[Stored items]
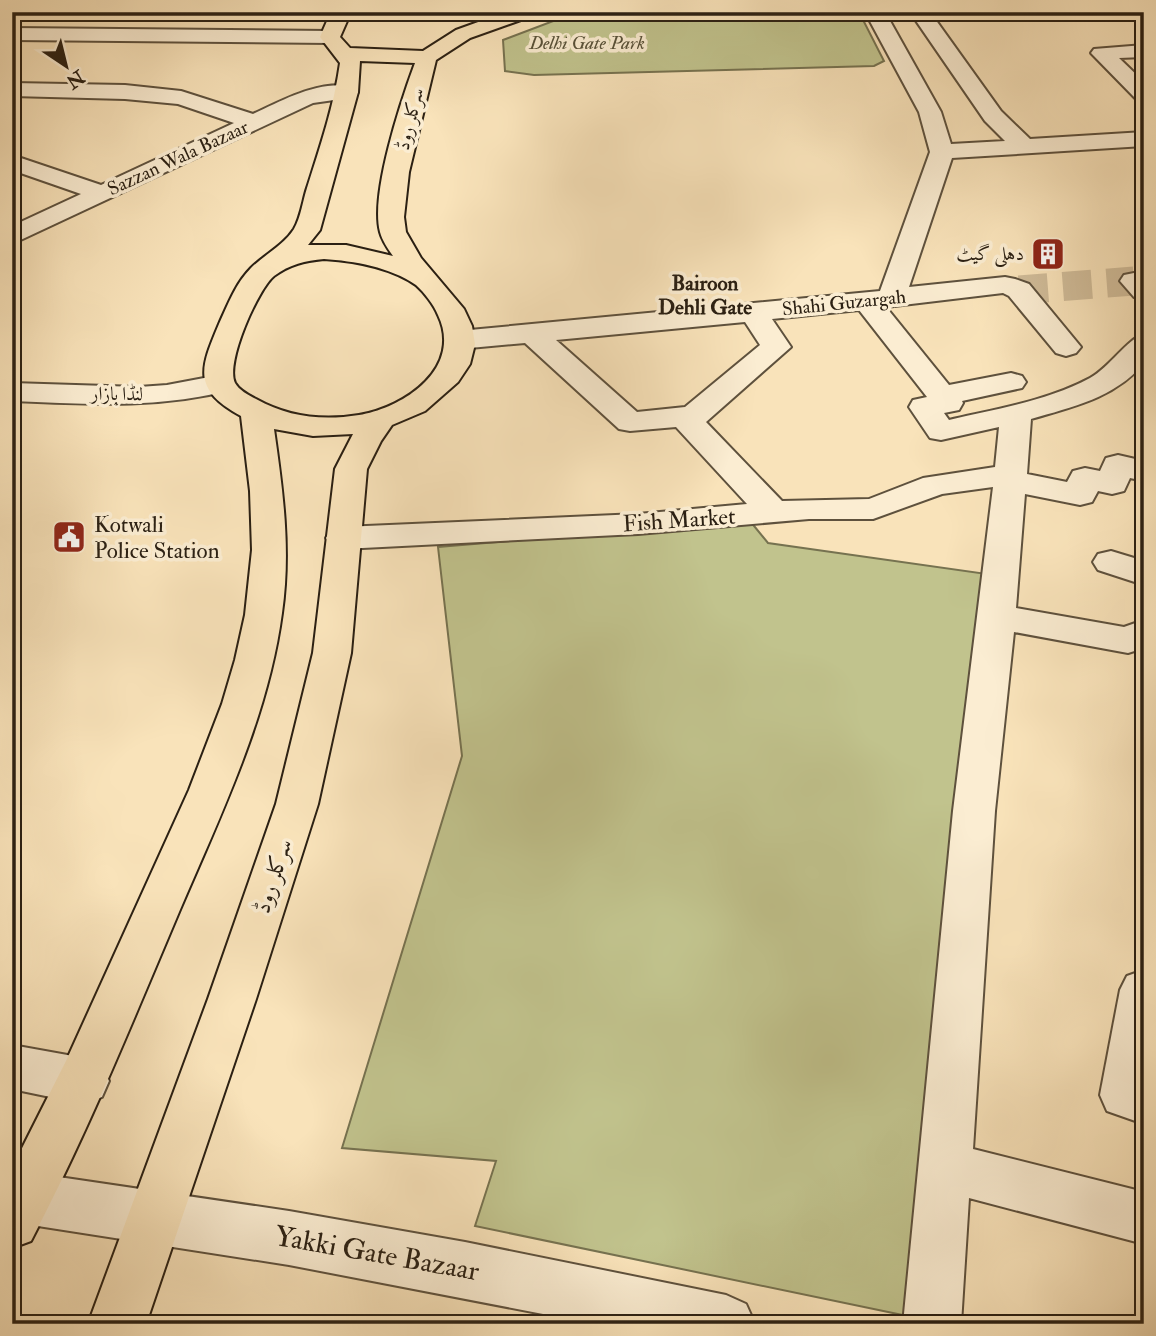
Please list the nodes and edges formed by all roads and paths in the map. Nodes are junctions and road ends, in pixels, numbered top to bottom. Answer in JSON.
{"nodes":[{"id":1,"x":341,"y":12,"type":"edge"},
{"id":2,"x":525,"y":12,"type":"edge"},
{"id":3,"x":876,"y":12,"type":"edge"},
{"id":4,"x":920,"y":12,"type":"edge"},
{"id":5,"x":12,"y":34,"type":"edge"},
{"id":6,"x":337,"y":45,"type":"junction"},
{"id":7,"x":1144,"y":51,"type":"edge"},
{"id":8,"x":427,"y":57,"type":"junction"},
{"id":9,"x":12,"y":89,"type":"edge"},
{"id":10,"x":347,"y":92,"type":"junction"},
{"id":11,"x":1144,"y":94,"type":"edge"},
{"id":12,"x":254,"y":122,"type":"junction"},
{"id":13,"x":1144,"y":139,"type":"edge"},
{"id":14,"x":1024,"y":147,"type":"junction"},
{"id":15,"x":942,"y":152,"type":"junction"},
{"id":16,"x":12,"y":162,"type":"edge"},
{"id":17,"x":103,"y":194,"type":"junction"},
{"id":18,"x":12,"y":236,"type":"edge"},
{"id":19,"x":280,"y":260,"type":"junction"},
{"id":20,"x":426,"y":280,"type":"junction"},
{"id":21,"x":879,"y":299,"type":"junction"},
{"id":22,"x":753,"y":313,"type":"junction"},
{"id":23,"x":533,"y":334,"type":"junction"},
{"id":24,"x":459,"y":340,"type":"junction"},
{"id":25,"x":1144,"y":343,"type":"edge"},
{"id":26,"x":1066,"y":347,"type":"dead end"},
{"id":27,"x":220,"y":384,"type":"junction"},
{"id":28,"x":12,"y":392,"type":"edge"},
{"id":29,"x":1013,"y":398,"type":"junction"},
{"id":30,"x":256,"y":413,"type":"junction"},
{"id":31,"x":684,"y":417,"type":"junction"},
{"id":32,"x":381,"y":418,"type":"junction"},
{"id":33,"x":1144,"y":471,"type":"edge"},
{"id":34,"x":1010,"y":478,"type":"junction"},
{"id":35,"x":773,"y":512,"type":"junction"},
{"id":36,"x":343,"y":538,"type":"junction"},
{"id":37,"x":1111,"y":562,"type":"dead end"},
{"id":38,"x":1144,"y":574,"type":"edge"},
{"id":39,"x":997,"y":617,"type":"junction"},
{"id":40,"x":1142,"y":642,"type":"edge"},
{"id":41,"x":1144,"y":990,"type":"edge"},
{"id":42,"x":12,"y":1066,"type":"edge"},
{"id":43,"x":83,"y":1080,"type":"junction"},
{"id":44,"x":1144,"y":1101,"type":"edge"},
{"id":45,"x":943,"y":1166,"type":"junction"},
{"id":46,"x":19,"y":1210,"type":"edge"},
{"id":47,"x":155,"y":1216,"type":"junction"},
{"id":48,"x":1144,"y":1218,"type":"edge"},
{"id":49,"x":117,"y":1324,"type":"edge"},
{"id":50,"x":726,"y":1324,"type":"edge"},
{"id":51,"x":932,"y":1324,"type":"edge"}],
"edges":[{"from":1,"to":6,"type":"main road"},
{"from":2,"to":8,"type":"main road","name":"سرکلر روڈ"},
{"from":3,"to":15,"type":"street"},
{"from":4,"to":14,"type":"street"},
{"from":5,"to":6,"type":"street"},
{"from":6,"to":8,"type":"main road"},
{"from":6,"to":10,"type":"main road"},
{"from":7,"to":11,"type":"street"},
{"from":8,"to":20,"type":"main road","name":"سرکلر روڈ"},
{"from":9,"to":12,"type":"street"},
{"from":10,"to":12,"type":"street","name":"Sazzan Wala Bazaar"},
{"from":10,"to":19,"type":"main road"},
{"from":12,"to":17,"type":"street","name":"Sazzan Wala Bazaar"},
{"from":13,"to":14,"type":"street"},
{"from":14,"to":15,"type":"street"},
{"from":15,"to":21,"type":"street"},
{"from":16,"to":17,"type":"street"},
{"from":17,"to":18,"type":"street","name":"Sazzan Wala Bazaar"},
{"from":19,"to":20,"type":"main road","name":"سرکلر روڈ"},
{"from":19,"to":27,"type":"main road"},
{"from":20,"to":24,"type":"main road","name":"سرکلر روڈ"},
{"from":21,"to":22,"type":"street","name":"Shahi Guzargah"},
{"from":21,"to":26,"type":"street","name":"Shahi Guzargah"},
{"from":21,"to":29,"type":"street"},
{"from":22,"to":23,"type":"street","name":"Shahi Guzargah"},
{"from":22,"to":31,"type":"street"},
{"from":23,"to":24,"type":"street","name":"Shahi Guzargah"},
{"from":23,"to":31,"type":"street"},
{"from":24,"to":32,"type":"main road"},
{"from":25,"to":29,"type":"street"},
{"from":27,"to":28,"type":"street","name":"لنڈا بازار"},
{"from":27,"to":30,"type":"main road"},
{"from":29,"to":34,"type":"street"},
{"from":30,"to":32,"type":"main road"},
{"from":30,"to":43,"type":"main road"},
{"from":31,"to":35,"type":"street"},
{"from":32,"to":36,"type":"main road","name":"سرکلر روڈ"},
{"from":33,"to":34,"type":"street","name":"Fish Market"},
{"from":34,"to":35,"type":"street","name":"Fish Market"},
{"from":34,"to":39,"type":"street"},
{"from":35,"to":36,"type":"street","name":"Fish Market"},
{"from":36,"to":47,"type":"main road","name":"سرکلر روڈ"},
{"from":37,"to":38,"type":"street"},
{"from":39,"to":40,"type":"street"},
{"from":39,"to":45,"type":"street"},
{"from":41,"to":44,"type":"street"},
{"from":42,"to":43,"type":"street"},
{"from":43,"to":46,"type":"main road"},
{"from":45,"to":48,"type":"street"},
{"from":45,"to":51,"type":"street"},
{"from":46,"to":47,"type":"street","name":"Yakki Gate Bazaar"},
{"from":47,"to":49,"type":"main road","name":"سرکلر روڈ"},
{"from":47,"to":50,"type":"street","name":"Yakki Gate Bazaar"}]}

- Task instructions:
How many of the lines above hold the word "Wala"? State that number and nothing else.

- Finished exercise:
3